Member of the Springfield, Massachusetts City Council
- In office 1885–1886

Personal details
- Born: September 8, 1857 Waterville, Maine
- Died: October 15, 1929 (aged 72) Springfield, Massachusetts
- Party: Republican
- Alma mater: Colby University, A.B., 1877, M.A. 1882
- Profession: Lawyer

= Edwin Francis Lyford =

American politician

Edwin Francis Lyford (September 8, 1857 – October 15, 1929) was an American lawyer and politician who served on the Springfield, Massachusetts, city council, as a member of the Massachusetts House of Representatives and in the Massachusetts State Senate.

==Early life==
Lyford was born on September 8, 1857, in Waterville, Maine, to Moses and Mary L. (Dyer) Lyford.

===Education===
Lyford attended the Coburn Classical Institute and Colby University, from which he graduated with an A.B. degree in 1877, and a M.A. in 1882.

==Early career==
After he graduated from Colby University, Lyford worked in the Waterville, Maine, law offices of Hon. Reuben Foster.
Lyford also worked as a teacher while he lived in Waterville, teaching in the local schools and at Colby University. Lyford was admitted to the Maine Bar in 1879. In 1882 Lyford moved to Springfield and was admitted to the Massachusetts Bar in that year.

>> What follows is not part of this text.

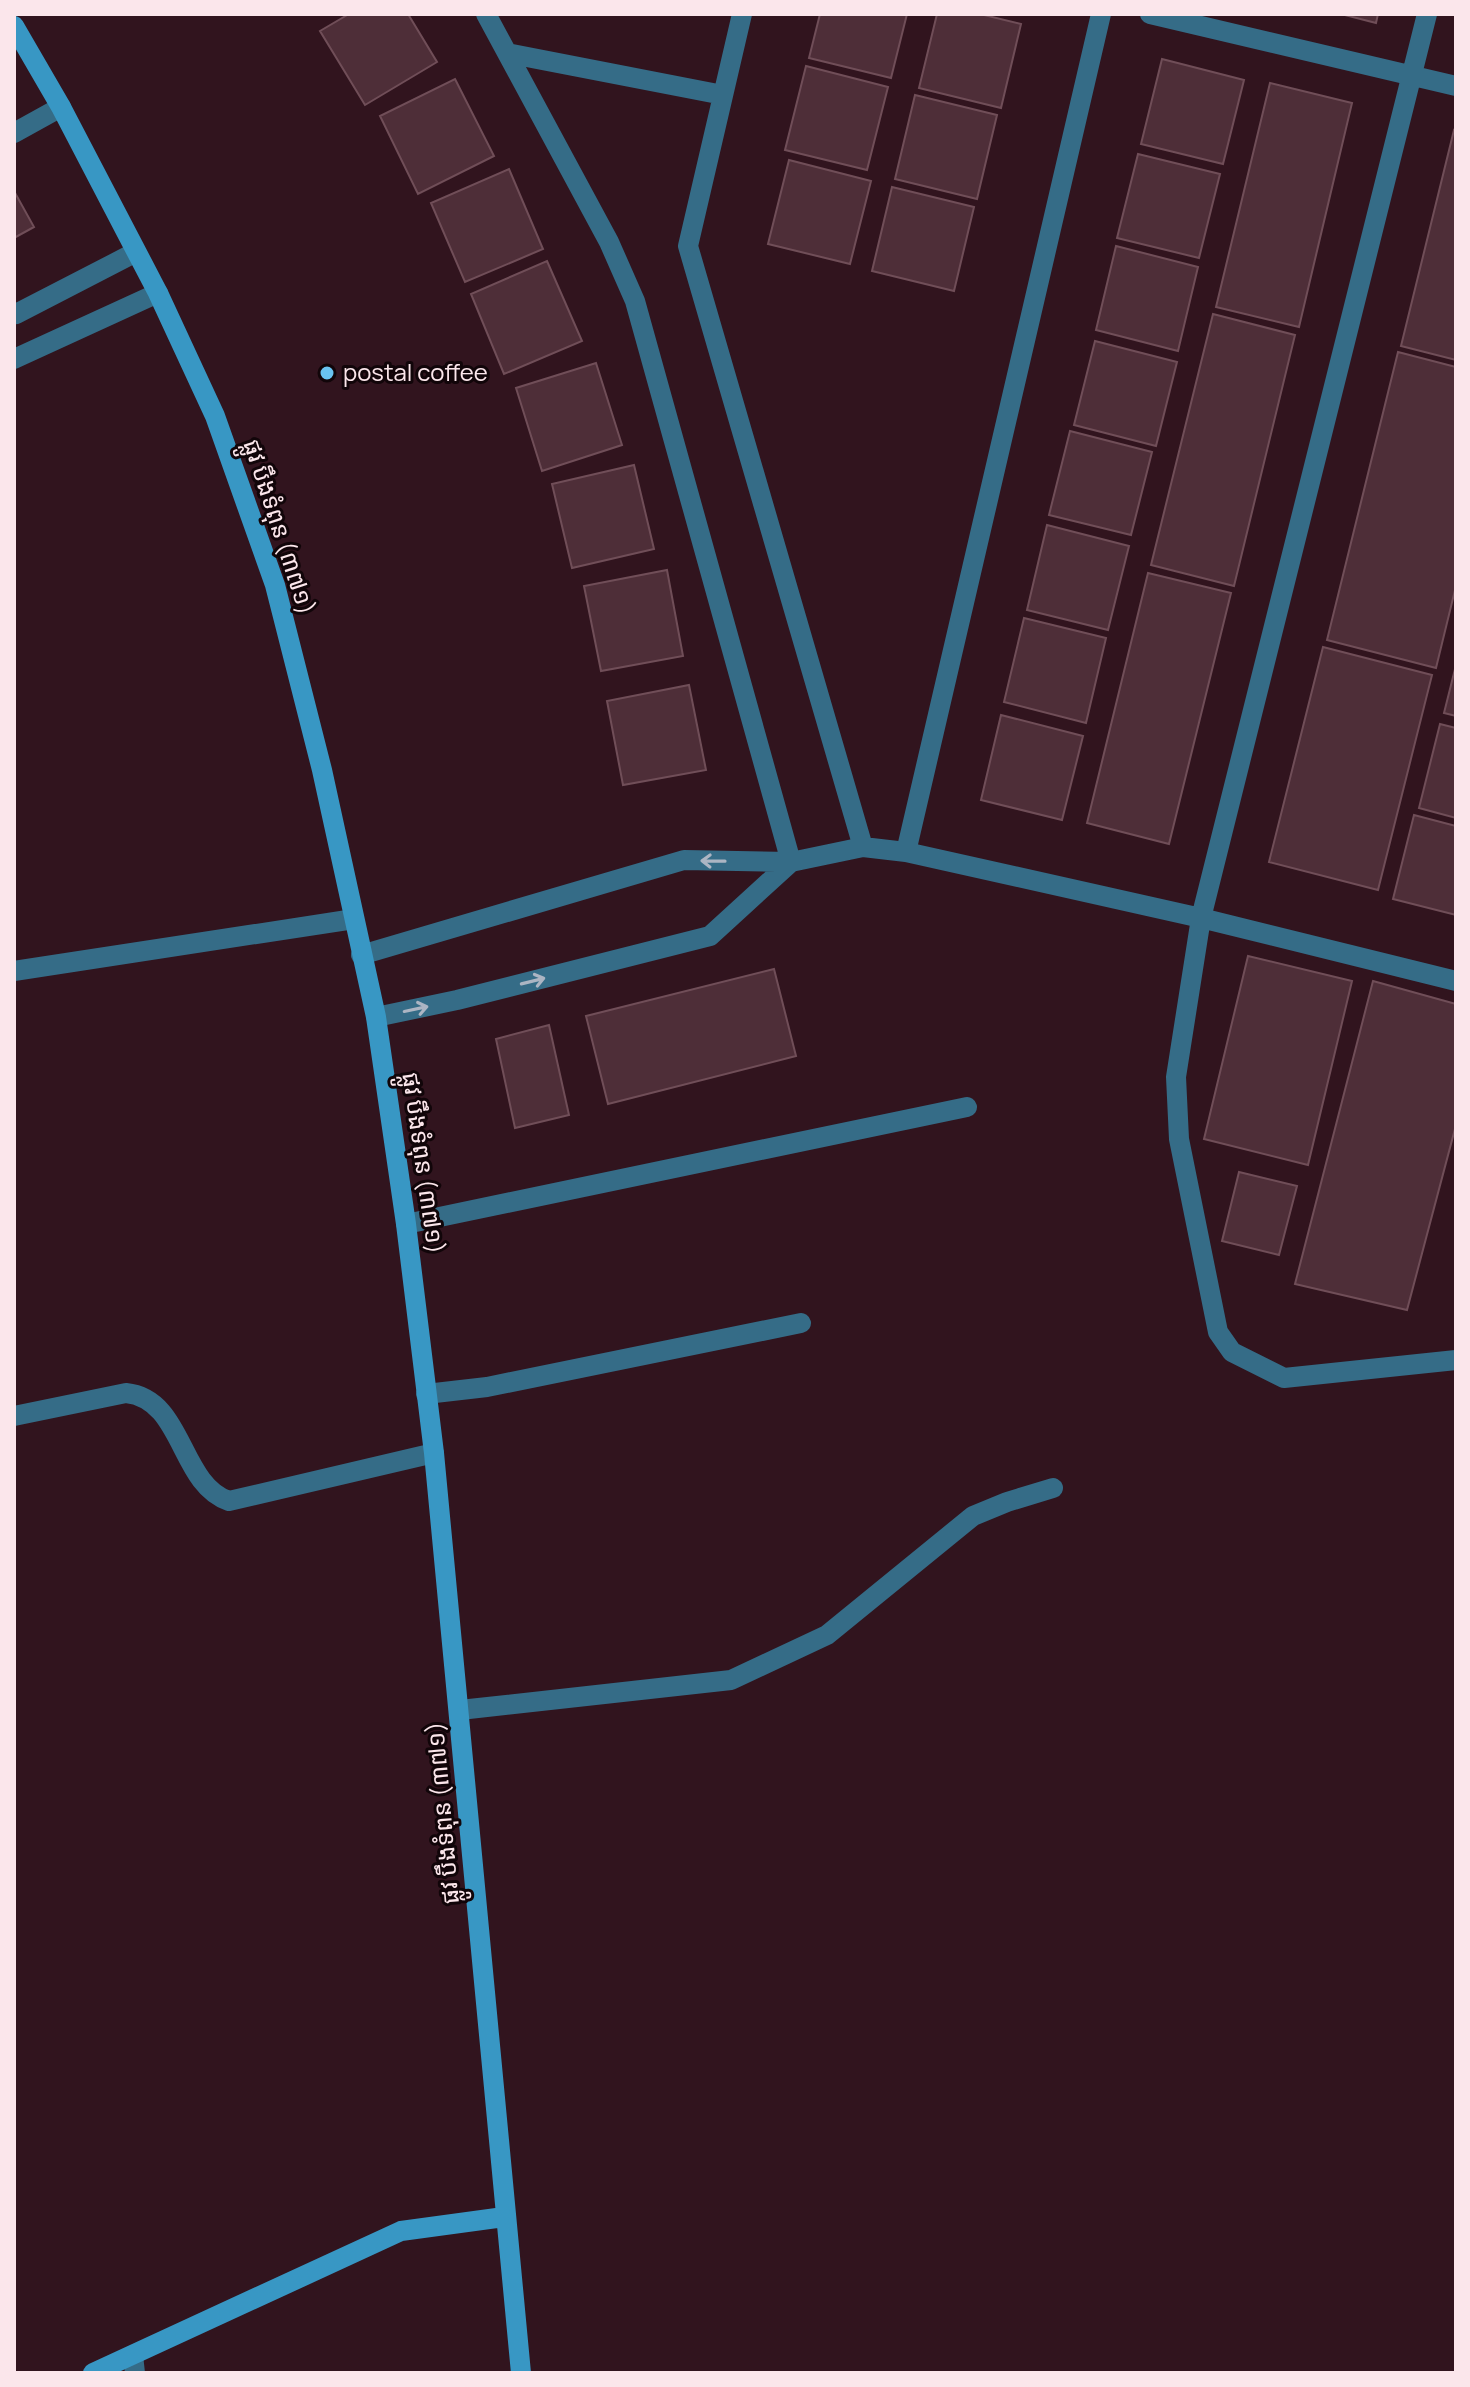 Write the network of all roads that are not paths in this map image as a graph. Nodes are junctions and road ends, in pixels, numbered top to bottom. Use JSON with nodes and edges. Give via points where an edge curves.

==Springfield city council==
Lyford was a member of the Springfield city council for two years in 1885 and 1886.

==Massachusetts legislature==
===Massachusetts House of Representatives===
In 1892-1893 Lyford represented the Seventh Hampden District in the Massachusetts House of Representatives. In the House of 1892 Lyford was the Clerk of Committee on Cities and the Chairman of House Committee on Probate and Insolvency. Lyford was also on the Committee on Constitutional Amendments in the House of 1893. Lyford was the Chairman of Special Committee to investigate the Bay State Gas Company.

===Massachusetts Senate===
In 1894 Lyford served in the Massachusetts State Senate representing the First Hampden District. While in the Senate, Lyford was the Chairman of committee on probate and insolvency, and on the committees on judiciary and taxation, and special committee on revision of corporation laws, also chairman of the special committee on the unemployed, 1894.

==Death==
Lyford died at his home in Springfield on October 15, 1929.